If you set a man on fire he will be warm for the rest of his life.
One has claws at the end of the paws… The other is a pause at the end of a clause.
This farmer has about 500 hens, but no rooster, and he wants chicks. So, he goes down the road to the next farmer and asks if he has a rooster that he would sell.

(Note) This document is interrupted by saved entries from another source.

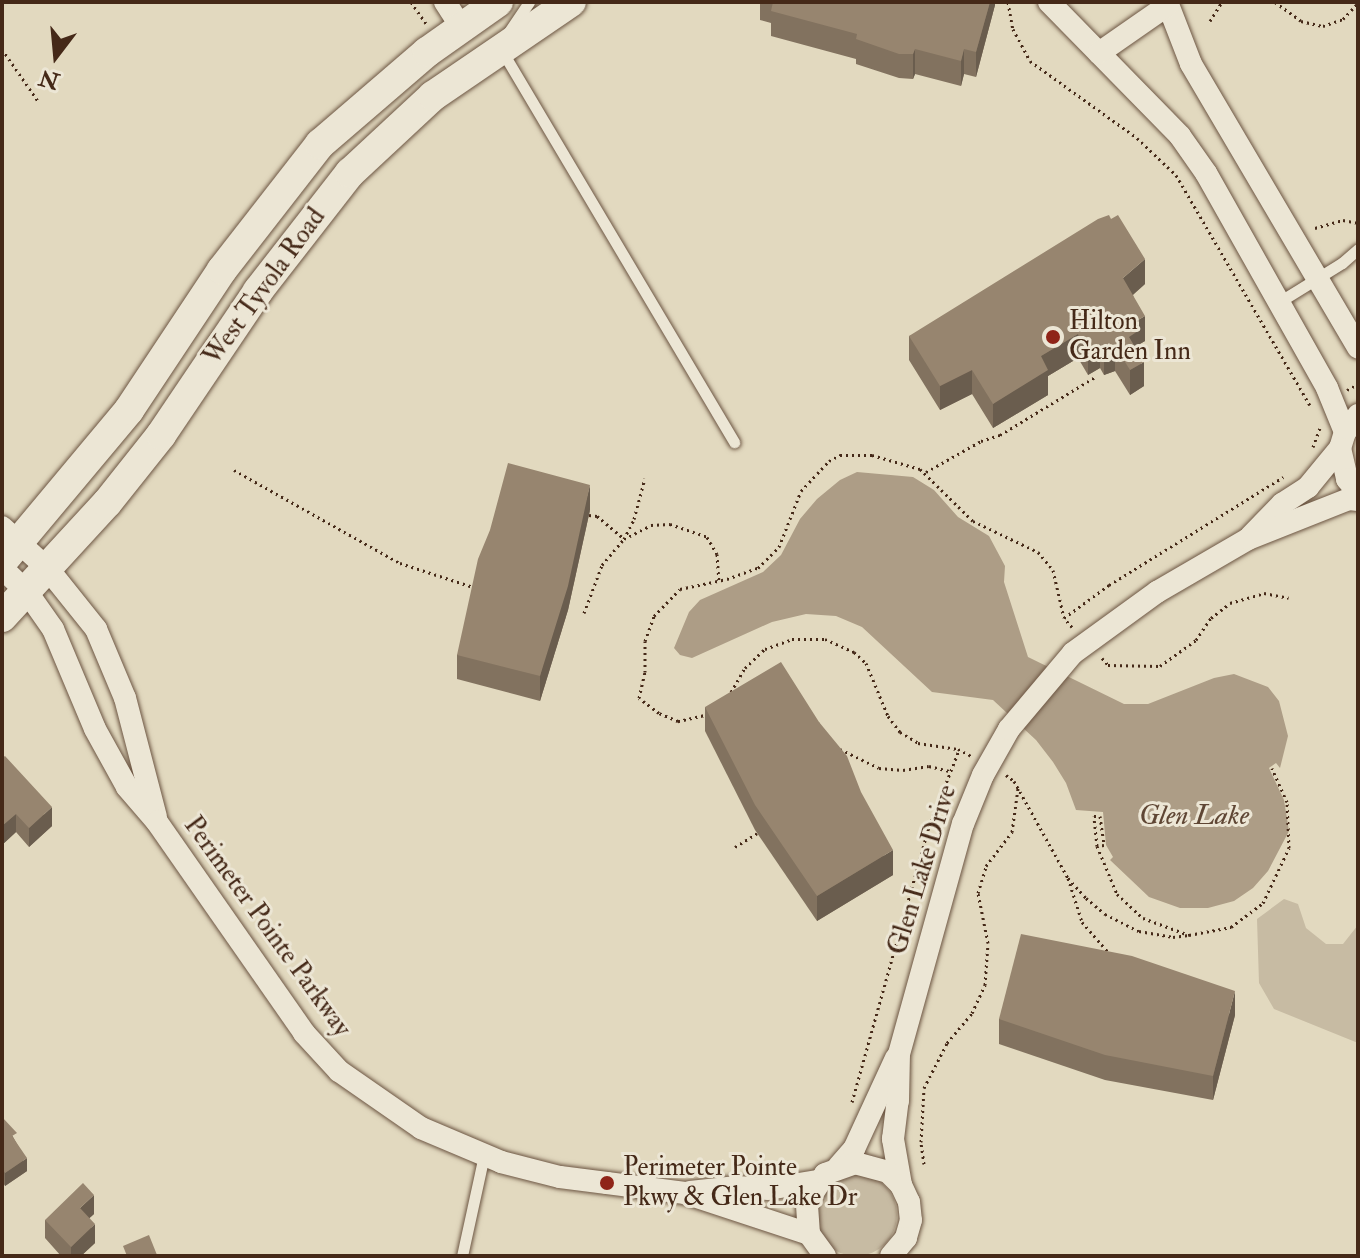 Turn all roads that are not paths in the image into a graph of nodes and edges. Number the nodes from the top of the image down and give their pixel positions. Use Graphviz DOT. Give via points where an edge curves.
graph roads {
  1 [pos="498,2"];
  2 [pos="529,2"];
  3 [pos="571,2"];
  4 [pos="1049,2"];
  5 [pos="1170,3"];
  6 [pos="453,14"];
  7 [pos="500,48"];
  8 [pos="1099,53"];
  9 [pos="350,173"];
  10 [pos="1358,249"];
  11 [pos="1317,279"];
  12 [pos="1279,302"];
  13 [pos="1358,347"];
  14 [pos="1348,431"];
  15 [pos="734,442"];
  16 [pos="1358,493"];
  17 [pos="1358,500"];
  18 [pos="1248,539"];
  19 [pos="6,550"];
  20 [pos="48,569"];
  21 [pos="27,592"];
  22 [pos="2,617"];
  23 [pos="157,822"];
  24 [pos="899,1054"];
  25 [pos="484,1155"];
  26 [pos="839,1166"];
  27 [pos="818,1181"];
  28 [pos="901,1185"];
  29 [pos="685,1193"];
  30 [pos="809,1234"];
  31 [pos="462,1256"];
  32 [pos="825,1256"];
  33 [pos="891,1256"];
  1 -- 6 [label="main road, West Tyvola Road"];
  2 -- 7 [label="lane"];
  3 -- 7 [label="main road, West Tyvola Road"];
  4 -- 8 [label="street"];
  5 -- 8 [label="street"];
  5 -- 11 [label="street" via="1191,64"];
  6 -- 9 [label="main road" via="457,55 371,130"];
  6 -- 19 [label="main road, West Tyvola Road" via="301,167 222,270 129,410"];
  7 -- 9 [label="main road, West Tyvola Road" via="433,96"];
  7 -- 15 [label="lane"];
  8 -- 12 [label="street" via="1180,136"];
  9 -- 20 [label="main road, West Tyvola Road" via="258,291 161,435"];
  10 -- 11 [label="lane"];
  11 -- 12 [label="lane"];
  11 -- 13 [label="street"];
  12 -- 14 [label="street"];
  14 -- 16 [label="street" via="1341,464"];
  14 -- 18 [label="street, Glen Lake Drive" via="1308,487 1282,504"];
  17 -- 18 [label="street, Glen Lake Drive"];
  18 -- 24 [label="street, Glen Lake Drive" via="1157,592 1073,653 1033,697 989,764 963,824"];
  19 -- 20 [label="street, Perimeter Pointe Parkway"];
  19 -- 21 [label="street, Perimeter Pointe Parkway"];
  20 -- 21 [label="main road, West Tyvola Road"];
  20 -- 23 [label="street, Perimeter Pointe Parkway" via="81,606 109,654"];
  21 -- 22 [label="main road, West Tyvola Road"];
  21 -- 23 [label="street, Perimeter Pointe Parkway" via="71,664 113,765"];
  23 -- 25 [label="street, Perimeter Pointe Parkway" via="304,1033 339,1071 421,1128"];
  24 -- 26 [label="street, Glen Lake Drive" via="854,1149"];
  24 -- 28 [label="street, Glen Lake Drive" via="893,1131"];
  25 -- 29 [label="street, Perimeter Pointe Parkway" via="560,1177"];
  25 -- 31 [label="lane"];
  26 -- 27 [label="street, Glen Lake Drive"];
  26 -- 28 [label="street" via="872,1164"];
  27 -- 29 [label="street, Perimeter Pointe Parkway"];
  27 -- 30 [label="street" via="807,1202"];
  28 -- 33 [label="street, Glen Lake Drive" via="911,1220 906,1238"];
  29 -- 30 [label="street, Perimeter Pointe Parkway"];
  30 -- 32 [label="street"];
} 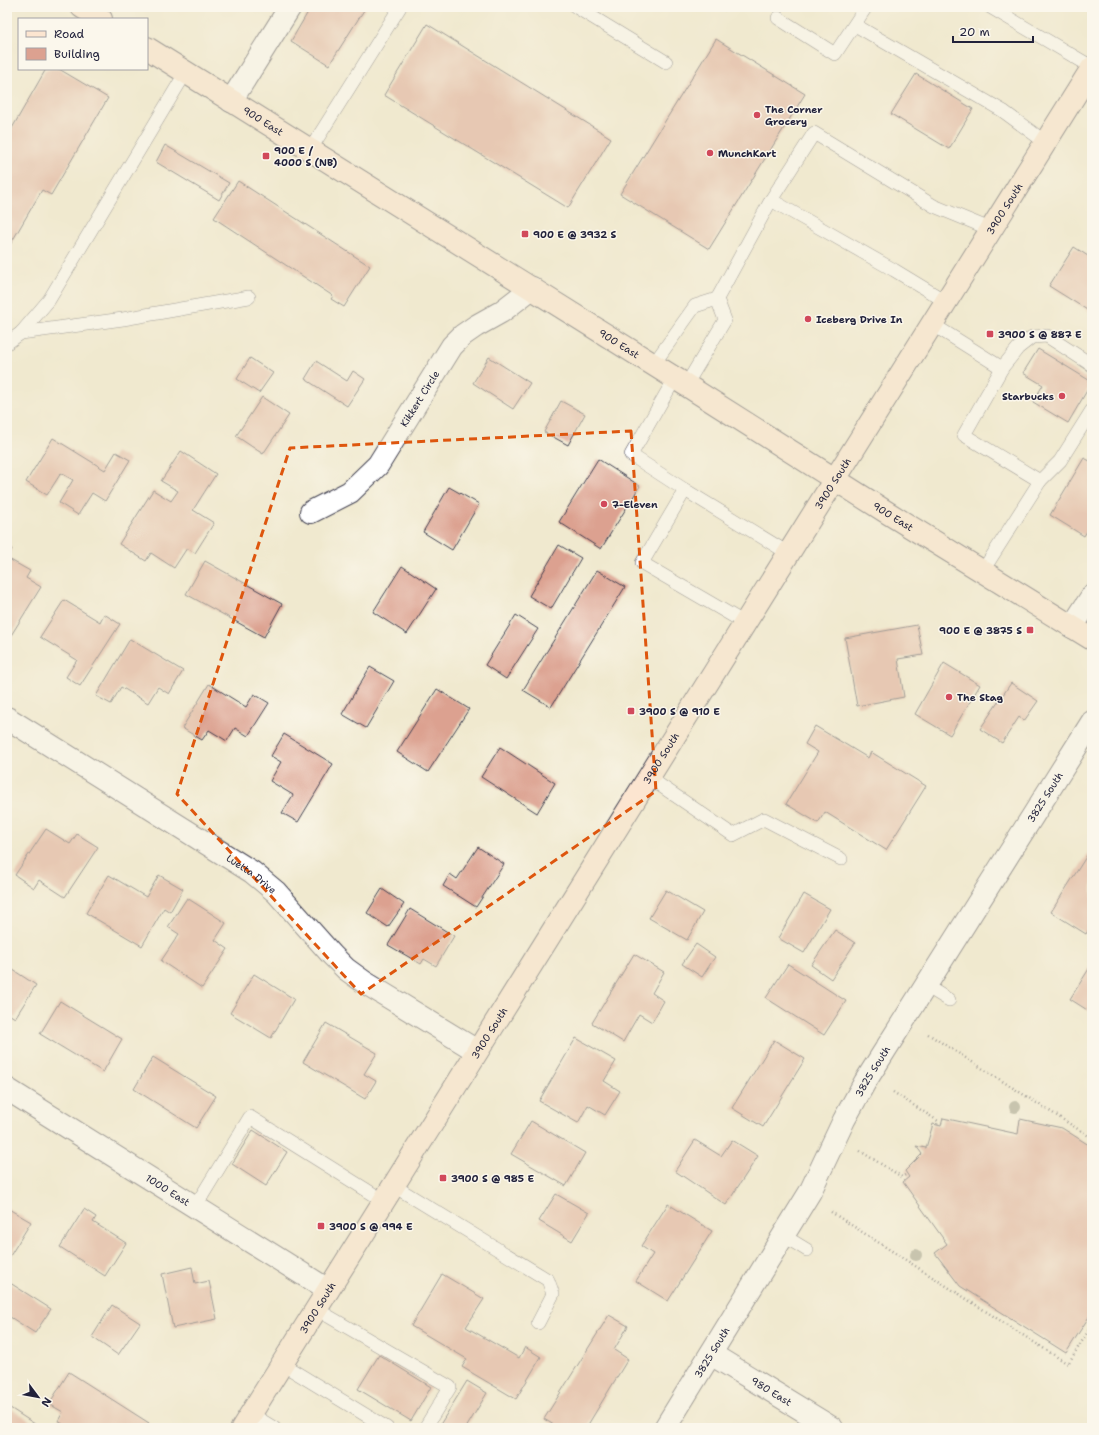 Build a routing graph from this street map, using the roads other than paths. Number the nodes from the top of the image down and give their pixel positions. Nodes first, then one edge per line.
1 (82, 7) edge
2 (400, 7) edge
3 (576, 7) edge
4 (866, 7) edge
5 (990, 7) edge
6 (285, 9) edge
7 (99, 18) edge
8 (778, 18) dead end
9 (855, 25) junction
10 (148, 49) edge
11 (666, 62) dead end
12 (1092, 68) edge
13 (186, 72) junction
14 (231, 101) junction
15 (1046, 142) junction
16 (310, 150) junction
17 (771, 200) junction
18 (990, 229) junction
19 (532, 288) junction
20 (250, 297) dead end
21 (717, 299) junction
22 (945, 301) junction
23 (932, 324) junction
24 (21, 333) junction
25 (7, 343) edge
26 (654, 364) junction
27 (1092, 365) edge
28 (1002, 368) junction
29 (681, 382) junction
30 (1092, 410) edge
31 (834, 479) junction
32 (1040, 481) junction
33 (685, 490) junction
34 (311, 512) dead end
35 (788, 553) junction
36 (982, 572) junction
37 (1092, 596) edge
38 (745, 623) junction
39 (1072, 627) junction
40 (1092, 639) edge
41 (7, 718) edge
42 (1092, 722) edge
43 (648, 777) junction
44 (841, 859) dead end
45 (926, 986) junction
46 (949, 1000) dead end
47 (477, 1051) junction
48 (7, 1089) edge
49 (389, 1193) junction
50 (195, 1207) junction
51 (784, 1236) junction
52 (807, 1250) dead end
53 (328, 1290) junction
54 (316, 1309) junction
55 (538, 1323) dead end
56 (711, 1354) junction
57 (282, 1364) junction
58 (247, 1421) edge
59 (274, 1428) edge
60 (387, 1428) edge
61 (425, 1428) edge
62 (665, 1428) edge
63 (832, 1428) edge

1 - 7 main road
2 - 16 lane
3 - 11 lane
4 - 9 lane
5 - 12 lane
6 - 14 street
8 - 9 lane
9 - 15 lane
10 - 13 main road, 900 East
12 - 15 main road, 3900 South
13 - 14 main road, 900 East
13 - 24 lane
14 - 16 main road, 900 East
15 - 18 main road, 3900 South
16 - 19 main road, 900 East
17 - 18 lane
17 - 21 lane
17 - 22 lane
18 - 22 main road, 3900 South
19 - 26 main road, 900 East
19 - 34 street, Kikkert Circle
20 - 24 lane
21 - 26 lane
21 - 29 lane
22 - 23 main road, 3900 South
23 - 28 lane
23 - 31 main road, 3900 South
24 - 25 lane
26 - 29 main road, 900 East
27 - 28 lane
28 - 32 lane
29 - 31 main road, 900 East
29 - 33 lane
30 - 32 lane
31 - 35 main road, 3900 South
31 - 36 main road, 900 East
32 - 36 lane
33 - 35 lane
33 - 38 lane
35 - 38 main road, 3900 South
36 - 39 main road, 900 East
37 - 39 street
38 - 43 main road, 3900 South
39 - 40 main road, 900 East
41 - 47 street, Luetta Drive
42 - 45 street, 3825 South
43 - 44 lane
43 - 47 main road, 3900 South
45 - 46 lane
45 - 51 street, 3825 South
47 - 49 main road, 3900 South
48 - 50 street, 1000 East
49 - 50 lane
49 - 53 main road, 3900 South
49 - 55 lane
50 - 53 street, 1000 East
51 - 52 lane
51 - 56 street, 3825 South
53 - 54 main road, 3900 South
54 - 57 main road, 3900 South
54 - 61 lane
56 - 62 street, 3825 South
56 - 63 street, 980 East
57 - 58 main road, 3900 South
57 - 60 lane
58 - 59 lane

The other farmer says, "Yep, I've got this great rooster, named Kenny. He'll service every chicken you got, no problem." Well, Kenny the rooster costs $3,000, a lot of money, but the farmer decides he'd be worth it. So, he buys Kenny. The farmer takes Kenny home and sets him down in the barnyard, but first he gave the rooster a pep talk "I want you to pace yourself. You've got a lot of chickens to service here, and you cost me, a lot of money; consequently, I'll need you to do a good job. So, take your time and have some fun, "the farmer said, with a chuckle. Kenny seems to understand, so the farmer points toward the hen house and Kenny takes off like a shot. WHAM! Kenny nails every hen in the hen house – three or four times, and the farmer is really shocked. After that, the farmer hears a commotion in the duck pen and, sure enough, Kenny is in there. Later, the farmer sees Kenny after a flock of geese down by the lake. Once again – WHAM! He gets all the geese. By sunset he sees Kenny out in the fields chasing quail and pheasants. The farmer is distraught and worried that his expensive rooster won't even last 24 hours. Sure enough, the farmer goes to bed and wakes up the next morning to find Kenny on his back out in the middle of the yard, mouth open, tongue hanging out and both feet sticking straight up in the air. Buzzards are circling overhead. The farmer, saddened by the loss of such a colourful and expensive animal, shakes his head and says, "Oh, Kenny, I told you to pace yourself. I tried to get you to slow down, now look what you've done to yourself." Kenny opens one eye, nods toward the buzzards circling in the sky and says "Shhhh, they're getting closer!"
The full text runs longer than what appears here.